AUGUSTA, Ga. (WJBF) — Lee Elder, a golfer who broke the color barrier in the sport, has died. He was 87.
Elder was the first Black golfer to play the Masters Tournament in 1975. Originally from Texas, Elder grew up in Los Angeles and worked as a caddie in high school. He did not play his first full round of golf until he was 16 years old. He received his first PGA Tour card in 1968 and played professionally until retiring in 2005.

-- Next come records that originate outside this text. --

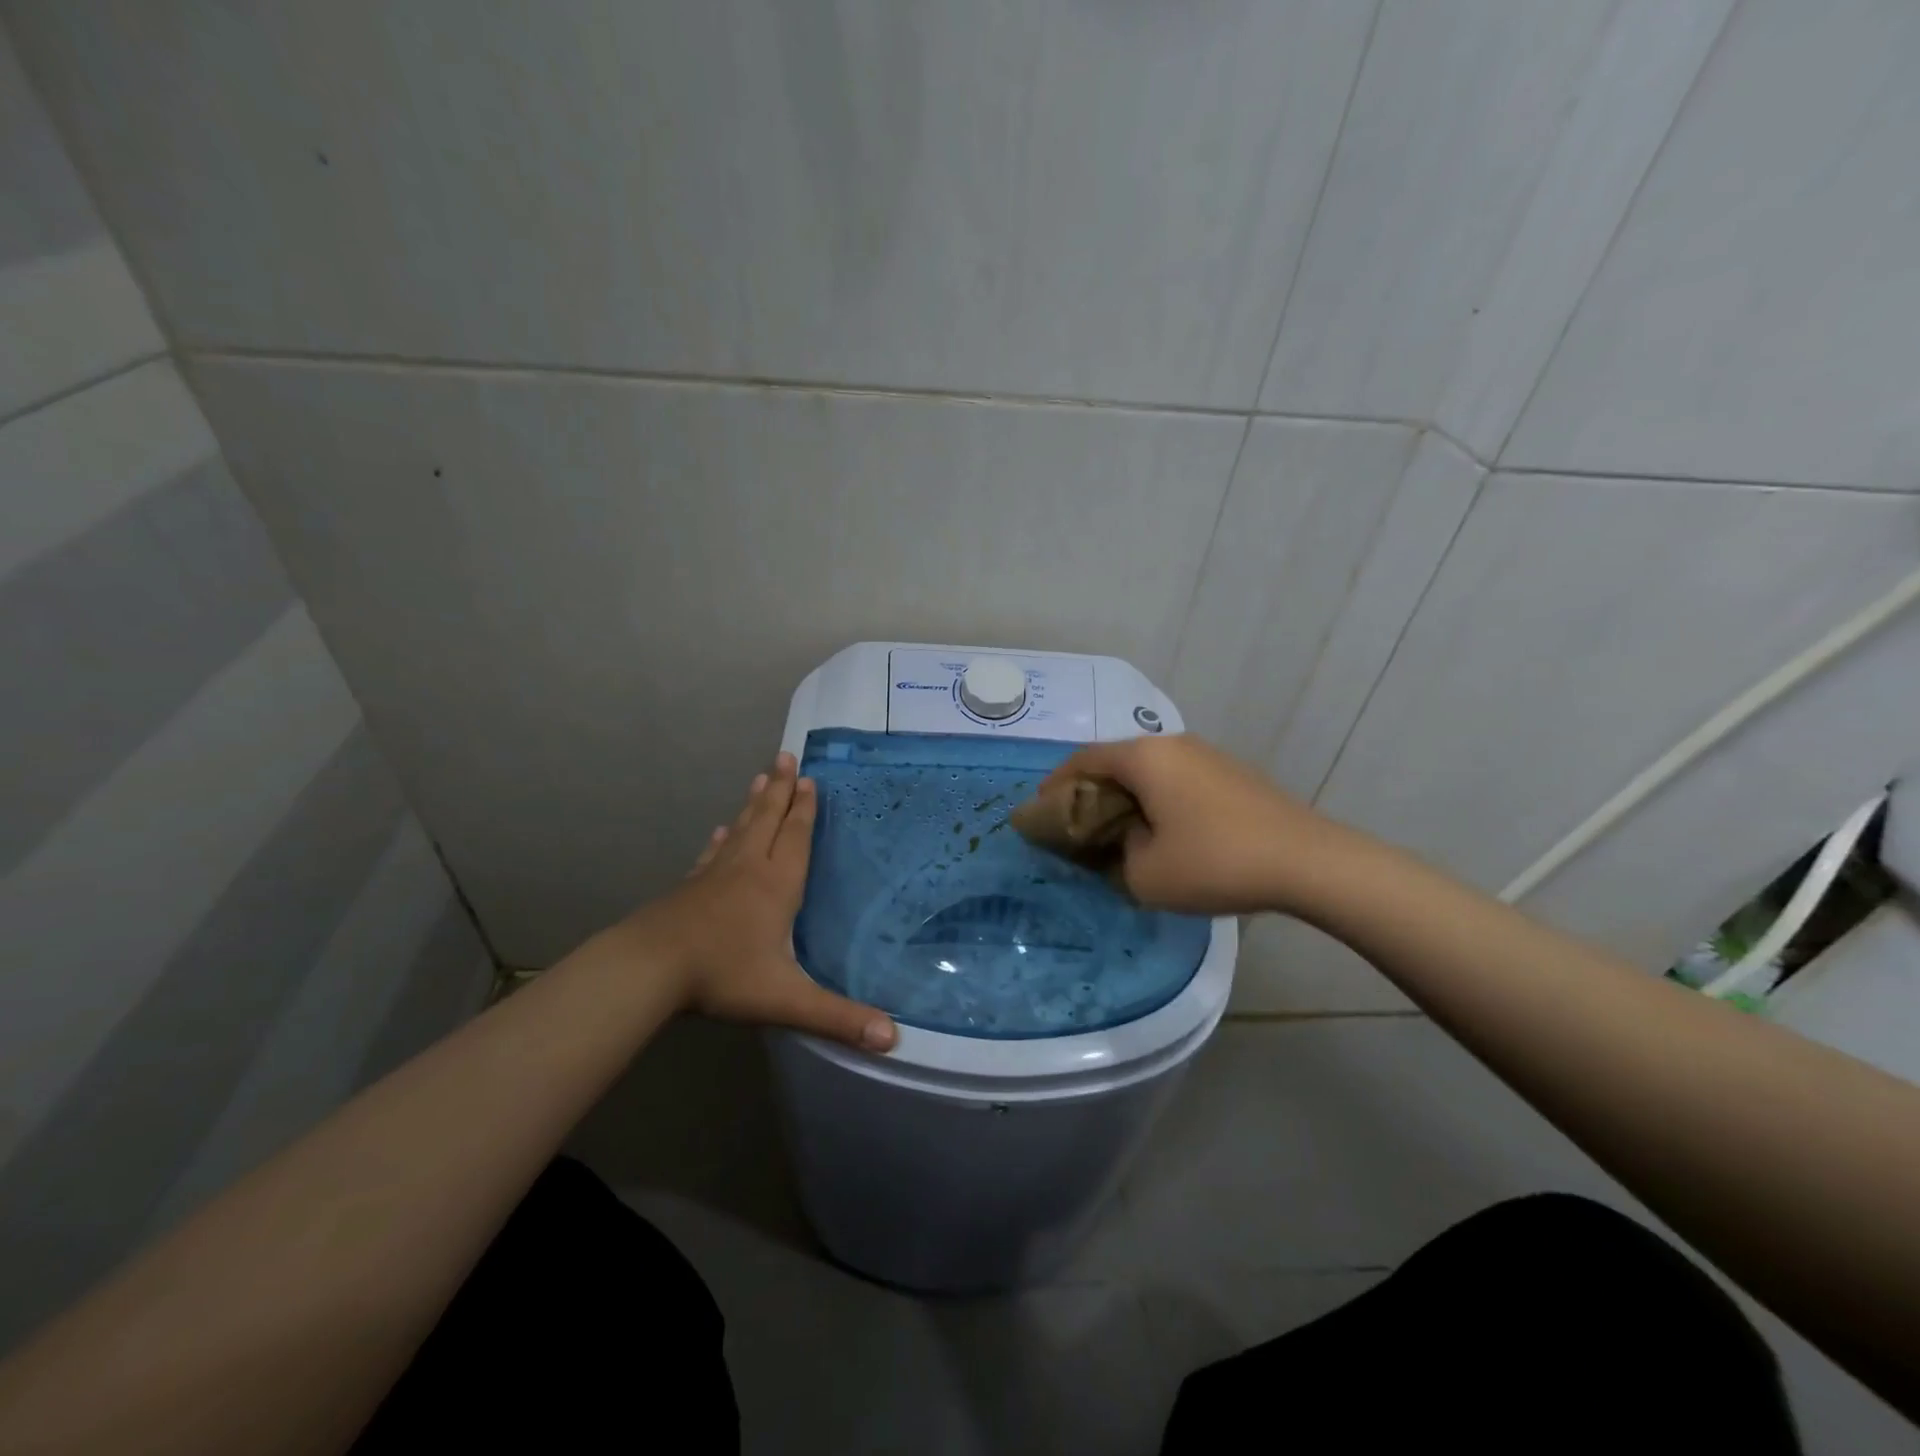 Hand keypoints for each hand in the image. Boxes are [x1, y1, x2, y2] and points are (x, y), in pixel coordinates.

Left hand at [623, 753, 896, 1051]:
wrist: (649, 969)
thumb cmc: (723, 976)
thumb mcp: (786, 999)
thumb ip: (839, 1017)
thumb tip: (893, 1039)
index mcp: (777, 885)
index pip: (796, 837)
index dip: (805, 809)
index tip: (810, 779)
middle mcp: (749, 870)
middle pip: (768, 820)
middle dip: (781, 789)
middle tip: (786, 756)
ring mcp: (715, 876)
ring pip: (741, 829)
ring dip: (754, 803)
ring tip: (761, 777)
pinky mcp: (690, 888)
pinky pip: (713, 854)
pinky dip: (721, 839)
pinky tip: (721, 832)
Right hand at [1038, 734, 1343, 915]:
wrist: (1308, 861)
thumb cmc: (1215, 862)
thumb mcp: (1145, 874)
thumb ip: (1114, 855)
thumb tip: (1121, 841)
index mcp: (1143, 758)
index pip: (1082, 760)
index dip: (1055, 785)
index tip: (1040, 811)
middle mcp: (1172, 744)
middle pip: (1114, 760)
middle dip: (1089, 791)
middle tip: (1075, 825)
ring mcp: (1206, 755)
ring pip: (1148, 770)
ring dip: (1125, 795)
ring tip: (1116, 830)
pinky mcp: (1230, 773)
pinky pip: (1176, 779)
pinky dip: (1155, 798)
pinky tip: (1161, 829) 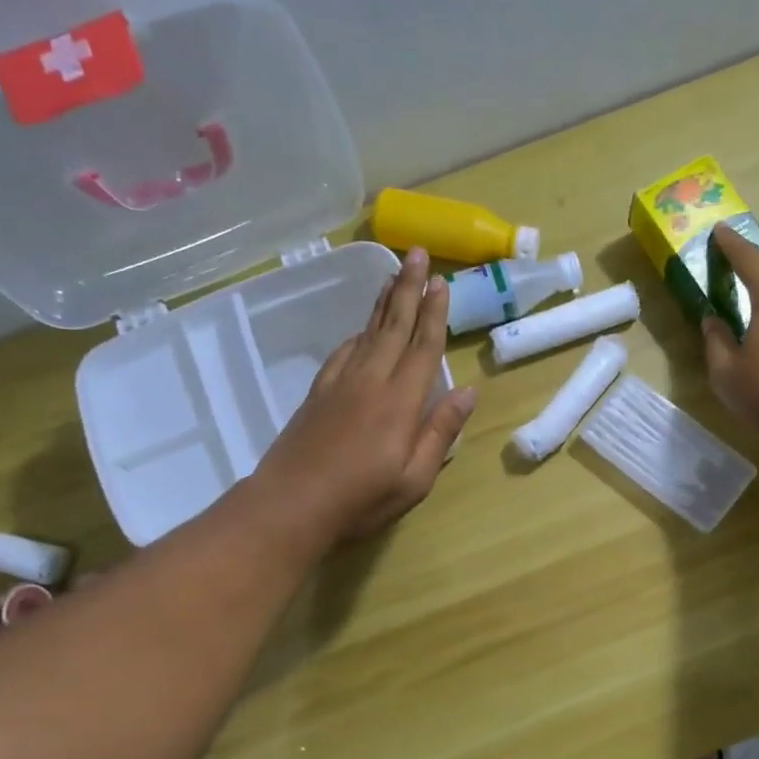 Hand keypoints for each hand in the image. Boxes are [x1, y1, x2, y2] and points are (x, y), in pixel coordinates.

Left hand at [253, 248, 476, 543]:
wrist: (290, 505)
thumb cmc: (361, 499)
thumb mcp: (415, 478)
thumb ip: (440, 431)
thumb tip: (467, 391)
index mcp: (400, 401)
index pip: (423, 347)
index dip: (434, 313)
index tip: (441, 281)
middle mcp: (371, 381)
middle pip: (393, 326)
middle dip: (407, 288)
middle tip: (415, 253)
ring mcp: (340, 384)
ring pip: (367, 333)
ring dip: (383, 303)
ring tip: (393, 277)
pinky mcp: (318, 394)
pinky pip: (343, 352)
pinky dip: (357, 334)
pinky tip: (361, 331)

During his career, he had four wins on the PGA Tour: the 1974 Monsanto Open, the 1976 Houston Open, the 1978 Greater Milwaukee Open and the 1978 American Express Westchester Classic. He also had eight wins on the Senior PGA Tour.
Elder’s win in the 1974 Monsanto Open qualified him to play in the Masters in Augusta the following year. On the first day, the then-40-year-old Elder shot a 74 and a 78 on the second day. Ultimately, he missed the cut, but made history.
“There were no incidents, other than a few rednecks on the bank of the 16th green whooping and applauding when he missed a short putt,” longtime golf writer Dan Jenkins wrote in Sports Illustrated about Elder’s performance. “People were polite and gave him a generous hand as he trudged up and down the hills.”
Earlier this year, Elder was awarded an honorary doctorate from Paine College for his outstanding achievements throughout his lifetime.
Augusta Mayor Hardie Davis recently proclaimed April 6 as “Lee Elder Day.”